Harger v. Oklahoma Gas & Electric Co.

Decision Date06 December 1937
Docket Number4-4738
PartiesHARGER v. OKLAHOMA GAS & ELECTRIC COMPANY
CourtArkansas Supreme Court

Appeal from Franklin Circuit Court, Ozark District; J. O. Kincannon Judge; affirmed in part and reversed in part.

Reversed and cause remanded.

Lyman L. Mikel, J. E. Yates, George A. Hurst, Kelsey Norman, Alfred K. Lee and Henry Warten, for appellant.

Hill Fitzhugh & Brizzolara, for appellee.

GRIFFIN SMITH, C. J. SMITH, J., concurs.

OPINION

GRIFFIN SMITH, C. J.

This appeal is prosecuted from a judgment of the Franklin circuit court setting aside that part of a jury's verdict which found that appellee was liable to appellant in the sum of $ 50,000 to compensate personal injuries sustained by appellant through the negligent conduct of appellee's servants.

In April, 1936, appellant, alleging joint liability, filed his complaint in the Franklin circuit court, naming as defendants W. H. Heald and C. H. Loveland, trustees for the Southwestern Telephone Company; Ira Hoffstatter, a resident of Franklin county, and Oklahoma Gas & Electric Company, appellee herein.
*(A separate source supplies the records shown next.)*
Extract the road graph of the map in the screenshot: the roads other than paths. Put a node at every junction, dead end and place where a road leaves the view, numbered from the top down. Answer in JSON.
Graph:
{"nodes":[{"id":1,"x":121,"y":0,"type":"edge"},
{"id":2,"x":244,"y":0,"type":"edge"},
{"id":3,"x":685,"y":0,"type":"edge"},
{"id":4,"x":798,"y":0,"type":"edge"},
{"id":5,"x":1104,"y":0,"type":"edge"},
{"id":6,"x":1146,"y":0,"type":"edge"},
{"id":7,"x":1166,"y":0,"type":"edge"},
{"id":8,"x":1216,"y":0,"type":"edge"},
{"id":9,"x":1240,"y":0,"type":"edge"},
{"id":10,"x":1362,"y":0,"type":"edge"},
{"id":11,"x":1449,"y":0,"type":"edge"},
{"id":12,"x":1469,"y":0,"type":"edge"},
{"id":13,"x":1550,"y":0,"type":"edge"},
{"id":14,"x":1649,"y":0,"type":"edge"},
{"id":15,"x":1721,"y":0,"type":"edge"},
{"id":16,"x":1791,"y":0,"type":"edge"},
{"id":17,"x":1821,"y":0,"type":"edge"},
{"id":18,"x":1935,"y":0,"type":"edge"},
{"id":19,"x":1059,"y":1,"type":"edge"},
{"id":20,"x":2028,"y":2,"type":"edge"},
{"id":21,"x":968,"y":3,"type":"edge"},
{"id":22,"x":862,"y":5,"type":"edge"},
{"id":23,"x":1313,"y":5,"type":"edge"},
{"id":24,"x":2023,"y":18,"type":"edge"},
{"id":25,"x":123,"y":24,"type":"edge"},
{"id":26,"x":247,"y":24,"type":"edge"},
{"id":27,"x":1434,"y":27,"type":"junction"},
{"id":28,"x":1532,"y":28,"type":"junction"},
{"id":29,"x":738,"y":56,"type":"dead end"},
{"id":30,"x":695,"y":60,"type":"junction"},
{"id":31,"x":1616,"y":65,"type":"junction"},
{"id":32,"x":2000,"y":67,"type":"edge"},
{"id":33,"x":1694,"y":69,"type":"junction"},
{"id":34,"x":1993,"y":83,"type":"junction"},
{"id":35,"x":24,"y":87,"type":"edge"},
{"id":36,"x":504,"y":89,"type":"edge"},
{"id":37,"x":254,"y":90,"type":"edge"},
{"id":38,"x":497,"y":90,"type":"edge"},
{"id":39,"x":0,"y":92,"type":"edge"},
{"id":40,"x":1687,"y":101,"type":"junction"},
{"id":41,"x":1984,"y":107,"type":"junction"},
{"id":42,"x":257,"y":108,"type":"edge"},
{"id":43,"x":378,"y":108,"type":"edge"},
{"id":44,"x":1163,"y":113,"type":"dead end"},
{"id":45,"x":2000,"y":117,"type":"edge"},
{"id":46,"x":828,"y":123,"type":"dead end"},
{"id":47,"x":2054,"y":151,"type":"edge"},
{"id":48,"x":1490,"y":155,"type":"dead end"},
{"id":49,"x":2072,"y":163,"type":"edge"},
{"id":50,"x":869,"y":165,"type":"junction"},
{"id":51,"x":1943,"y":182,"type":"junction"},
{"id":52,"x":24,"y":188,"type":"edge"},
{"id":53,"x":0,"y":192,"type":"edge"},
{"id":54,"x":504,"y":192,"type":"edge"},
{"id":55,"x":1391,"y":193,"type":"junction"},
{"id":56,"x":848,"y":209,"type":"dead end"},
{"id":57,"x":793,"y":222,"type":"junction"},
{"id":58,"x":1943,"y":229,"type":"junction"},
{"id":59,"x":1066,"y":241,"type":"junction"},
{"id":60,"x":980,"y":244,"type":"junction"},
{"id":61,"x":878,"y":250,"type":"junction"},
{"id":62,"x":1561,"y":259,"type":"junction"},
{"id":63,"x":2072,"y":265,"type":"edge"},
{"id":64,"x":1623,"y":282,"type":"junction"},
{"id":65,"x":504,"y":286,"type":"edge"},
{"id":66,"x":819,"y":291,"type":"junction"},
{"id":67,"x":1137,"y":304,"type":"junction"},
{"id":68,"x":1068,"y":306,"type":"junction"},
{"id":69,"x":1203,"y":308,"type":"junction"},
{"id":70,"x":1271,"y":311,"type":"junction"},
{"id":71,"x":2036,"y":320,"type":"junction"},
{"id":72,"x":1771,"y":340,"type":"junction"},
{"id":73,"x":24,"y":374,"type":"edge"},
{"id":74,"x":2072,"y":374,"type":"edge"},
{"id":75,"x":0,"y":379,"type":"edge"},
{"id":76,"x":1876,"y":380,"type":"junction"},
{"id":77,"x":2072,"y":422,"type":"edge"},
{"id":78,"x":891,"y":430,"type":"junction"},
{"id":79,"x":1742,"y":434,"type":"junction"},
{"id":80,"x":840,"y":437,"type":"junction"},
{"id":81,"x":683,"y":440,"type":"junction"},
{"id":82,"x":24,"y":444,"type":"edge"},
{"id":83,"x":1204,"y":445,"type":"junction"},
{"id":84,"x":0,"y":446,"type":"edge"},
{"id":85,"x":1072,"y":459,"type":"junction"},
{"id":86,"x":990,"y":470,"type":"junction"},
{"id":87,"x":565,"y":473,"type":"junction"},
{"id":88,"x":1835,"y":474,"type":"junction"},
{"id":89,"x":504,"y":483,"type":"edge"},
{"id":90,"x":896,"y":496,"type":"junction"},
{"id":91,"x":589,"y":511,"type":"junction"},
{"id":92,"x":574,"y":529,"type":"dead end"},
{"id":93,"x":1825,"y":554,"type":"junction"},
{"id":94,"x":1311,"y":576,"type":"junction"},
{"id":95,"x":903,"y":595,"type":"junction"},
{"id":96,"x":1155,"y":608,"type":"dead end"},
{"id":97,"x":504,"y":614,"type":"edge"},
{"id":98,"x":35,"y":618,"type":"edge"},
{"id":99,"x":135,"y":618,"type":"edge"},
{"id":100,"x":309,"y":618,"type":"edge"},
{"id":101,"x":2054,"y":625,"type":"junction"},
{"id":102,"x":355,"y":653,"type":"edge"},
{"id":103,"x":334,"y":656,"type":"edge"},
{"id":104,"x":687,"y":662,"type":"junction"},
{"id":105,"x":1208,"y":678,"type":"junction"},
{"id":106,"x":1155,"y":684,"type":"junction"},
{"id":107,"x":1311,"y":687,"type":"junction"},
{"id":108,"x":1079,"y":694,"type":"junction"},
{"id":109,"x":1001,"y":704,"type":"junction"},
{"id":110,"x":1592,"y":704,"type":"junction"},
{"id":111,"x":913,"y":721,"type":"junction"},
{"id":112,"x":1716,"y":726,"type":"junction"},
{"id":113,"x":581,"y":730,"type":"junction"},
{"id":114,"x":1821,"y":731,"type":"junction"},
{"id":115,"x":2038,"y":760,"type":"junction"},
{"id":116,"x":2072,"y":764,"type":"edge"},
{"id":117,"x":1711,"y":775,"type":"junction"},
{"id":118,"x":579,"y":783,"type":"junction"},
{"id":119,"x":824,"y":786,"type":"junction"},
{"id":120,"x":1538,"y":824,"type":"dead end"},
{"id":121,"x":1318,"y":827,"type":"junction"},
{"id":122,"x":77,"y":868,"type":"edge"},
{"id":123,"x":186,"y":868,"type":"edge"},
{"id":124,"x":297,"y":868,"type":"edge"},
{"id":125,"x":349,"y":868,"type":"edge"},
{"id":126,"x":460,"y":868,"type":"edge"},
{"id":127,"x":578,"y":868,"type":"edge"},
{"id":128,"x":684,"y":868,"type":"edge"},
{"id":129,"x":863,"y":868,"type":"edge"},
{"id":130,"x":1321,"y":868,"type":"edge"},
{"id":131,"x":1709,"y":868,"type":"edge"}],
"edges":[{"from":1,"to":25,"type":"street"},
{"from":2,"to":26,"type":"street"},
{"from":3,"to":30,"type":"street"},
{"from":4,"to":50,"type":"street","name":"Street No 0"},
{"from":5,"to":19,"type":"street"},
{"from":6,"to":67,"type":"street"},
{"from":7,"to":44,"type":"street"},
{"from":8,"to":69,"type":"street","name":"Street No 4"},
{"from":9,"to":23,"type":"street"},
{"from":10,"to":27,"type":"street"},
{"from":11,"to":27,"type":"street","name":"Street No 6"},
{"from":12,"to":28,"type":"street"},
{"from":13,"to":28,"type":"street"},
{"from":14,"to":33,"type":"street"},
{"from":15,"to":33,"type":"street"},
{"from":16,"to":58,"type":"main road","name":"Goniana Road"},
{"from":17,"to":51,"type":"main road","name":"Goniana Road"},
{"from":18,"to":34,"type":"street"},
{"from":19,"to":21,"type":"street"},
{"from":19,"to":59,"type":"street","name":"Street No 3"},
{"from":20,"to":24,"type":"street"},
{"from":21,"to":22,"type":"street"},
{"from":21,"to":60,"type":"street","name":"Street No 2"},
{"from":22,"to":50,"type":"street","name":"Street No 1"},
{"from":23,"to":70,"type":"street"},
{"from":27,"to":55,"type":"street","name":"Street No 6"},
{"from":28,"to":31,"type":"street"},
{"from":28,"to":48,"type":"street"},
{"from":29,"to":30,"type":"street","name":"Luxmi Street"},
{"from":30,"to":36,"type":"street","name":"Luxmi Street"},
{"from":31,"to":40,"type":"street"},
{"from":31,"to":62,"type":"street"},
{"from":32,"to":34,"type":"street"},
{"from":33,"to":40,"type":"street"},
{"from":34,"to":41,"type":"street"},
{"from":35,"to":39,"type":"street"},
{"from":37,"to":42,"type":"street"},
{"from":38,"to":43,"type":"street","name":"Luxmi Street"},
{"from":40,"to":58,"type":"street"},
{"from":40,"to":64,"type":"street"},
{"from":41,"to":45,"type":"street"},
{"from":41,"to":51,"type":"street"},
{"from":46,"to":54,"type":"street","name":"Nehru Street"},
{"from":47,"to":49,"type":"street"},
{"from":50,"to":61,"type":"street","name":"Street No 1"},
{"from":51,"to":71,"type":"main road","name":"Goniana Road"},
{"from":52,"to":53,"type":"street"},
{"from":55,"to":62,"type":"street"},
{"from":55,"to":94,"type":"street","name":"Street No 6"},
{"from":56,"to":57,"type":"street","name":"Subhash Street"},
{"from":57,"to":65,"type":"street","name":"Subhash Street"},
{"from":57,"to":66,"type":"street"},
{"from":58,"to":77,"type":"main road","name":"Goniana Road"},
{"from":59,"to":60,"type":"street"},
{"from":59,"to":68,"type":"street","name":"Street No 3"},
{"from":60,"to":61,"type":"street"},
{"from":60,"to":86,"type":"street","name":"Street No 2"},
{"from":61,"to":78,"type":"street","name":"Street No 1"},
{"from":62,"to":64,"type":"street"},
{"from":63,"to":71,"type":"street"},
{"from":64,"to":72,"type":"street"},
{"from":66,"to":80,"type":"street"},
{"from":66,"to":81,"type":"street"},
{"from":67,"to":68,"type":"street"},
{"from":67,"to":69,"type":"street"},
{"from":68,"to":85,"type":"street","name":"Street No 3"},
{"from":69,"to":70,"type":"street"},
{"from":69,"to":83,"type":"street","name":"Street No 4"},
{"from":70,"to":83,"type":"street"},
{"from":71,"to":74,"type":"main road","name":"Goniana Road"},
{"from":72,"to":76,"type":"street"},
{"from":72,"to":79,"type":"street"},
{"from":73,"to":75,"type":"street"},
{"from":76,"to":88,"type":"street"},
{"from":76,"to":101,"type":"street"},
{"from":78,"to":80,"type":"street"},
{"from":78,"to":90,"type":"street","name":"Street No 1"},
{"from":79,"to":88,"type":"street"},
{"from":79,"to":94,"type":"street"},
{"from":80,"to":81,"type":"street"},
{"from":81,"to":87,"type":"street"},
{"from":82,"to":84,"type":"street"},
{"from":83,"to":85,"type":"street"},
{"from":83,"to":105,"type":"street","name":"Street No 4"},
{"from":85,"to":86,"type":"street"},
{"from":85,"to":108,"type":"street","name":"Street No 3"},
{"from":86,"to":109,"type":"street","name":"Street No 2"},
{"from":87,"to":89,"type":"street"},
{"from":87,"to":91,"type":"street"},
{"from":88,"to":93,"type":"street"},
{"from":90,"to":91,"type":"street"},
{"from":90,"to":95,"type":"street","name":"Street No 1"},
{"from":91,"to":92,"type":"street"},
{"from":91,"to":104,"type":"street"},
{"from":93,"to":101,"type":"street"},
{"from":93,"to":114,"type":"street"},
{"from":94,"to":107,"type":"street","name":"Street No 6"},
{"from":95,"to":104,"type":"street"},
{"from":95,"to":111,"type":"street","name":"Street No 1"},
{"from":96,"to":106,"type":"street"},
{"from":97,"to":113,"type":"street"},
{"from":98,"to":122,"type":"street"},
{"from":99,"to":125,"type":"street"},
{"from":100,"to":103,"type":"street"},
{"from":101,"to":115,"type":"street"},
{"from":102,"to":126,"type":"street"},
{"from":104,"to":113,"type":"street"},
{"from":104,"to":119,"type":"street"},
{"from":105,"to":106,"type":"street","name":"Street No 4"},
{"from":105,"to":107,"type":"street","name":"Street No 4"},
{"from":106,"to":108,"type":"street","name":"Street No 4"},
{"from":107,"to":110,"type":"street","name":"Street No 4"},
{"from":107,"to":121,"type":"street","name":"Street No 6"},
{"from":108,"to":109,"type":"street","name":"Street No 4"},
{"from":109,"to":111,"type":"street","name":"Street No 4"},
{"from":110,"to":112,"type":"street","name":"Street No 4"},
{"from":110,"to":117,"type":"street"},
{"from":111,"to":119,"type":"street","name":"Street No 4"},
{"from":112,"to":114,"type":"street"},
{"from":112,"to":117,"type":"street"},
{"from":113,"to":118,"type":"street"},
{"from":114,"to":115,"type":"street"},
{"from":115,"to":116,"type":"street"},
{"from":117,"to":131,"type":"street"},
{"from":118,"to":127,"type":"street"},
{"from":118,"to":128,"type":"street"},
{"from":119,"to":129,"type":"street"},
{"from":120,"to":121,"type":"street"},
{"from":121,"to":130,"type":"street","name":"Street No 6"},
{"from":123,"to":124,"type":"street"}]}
It was alleged that Hoffstatter was an employee of the trustees of the telephone company, and that in the course of his employment he was in the performance of duties for said trustees in and about the operation, control and management of the telephone lines and properties of the telephone company trustees in Franklin county; that the trustees maintained in Altus and Denning, in Franklin county, a telephone system with its wires stretched on poles along the streets and highways in said towns and in the rural communities served by it; that the Oklahoma Gas & Electric Company owned an electric line running through Altus and Denning, and maintained an electric line and power system in said county, and that the current so generated was carried over the streets of said towns and along the highways and along wires stretched on poles; that appellee's electric wires crossed over the wires of the telephone company; that the telephone wires were damaged and became dangerous to persons walking along said highway, and that Ira Hoffstatter, acting for the trustees, made certain repairs on said wires, but carelessly and negligently performed his work, and left said equipment in a dangerous and unsafe condition, and that appellant was injured by the defendants' negligence.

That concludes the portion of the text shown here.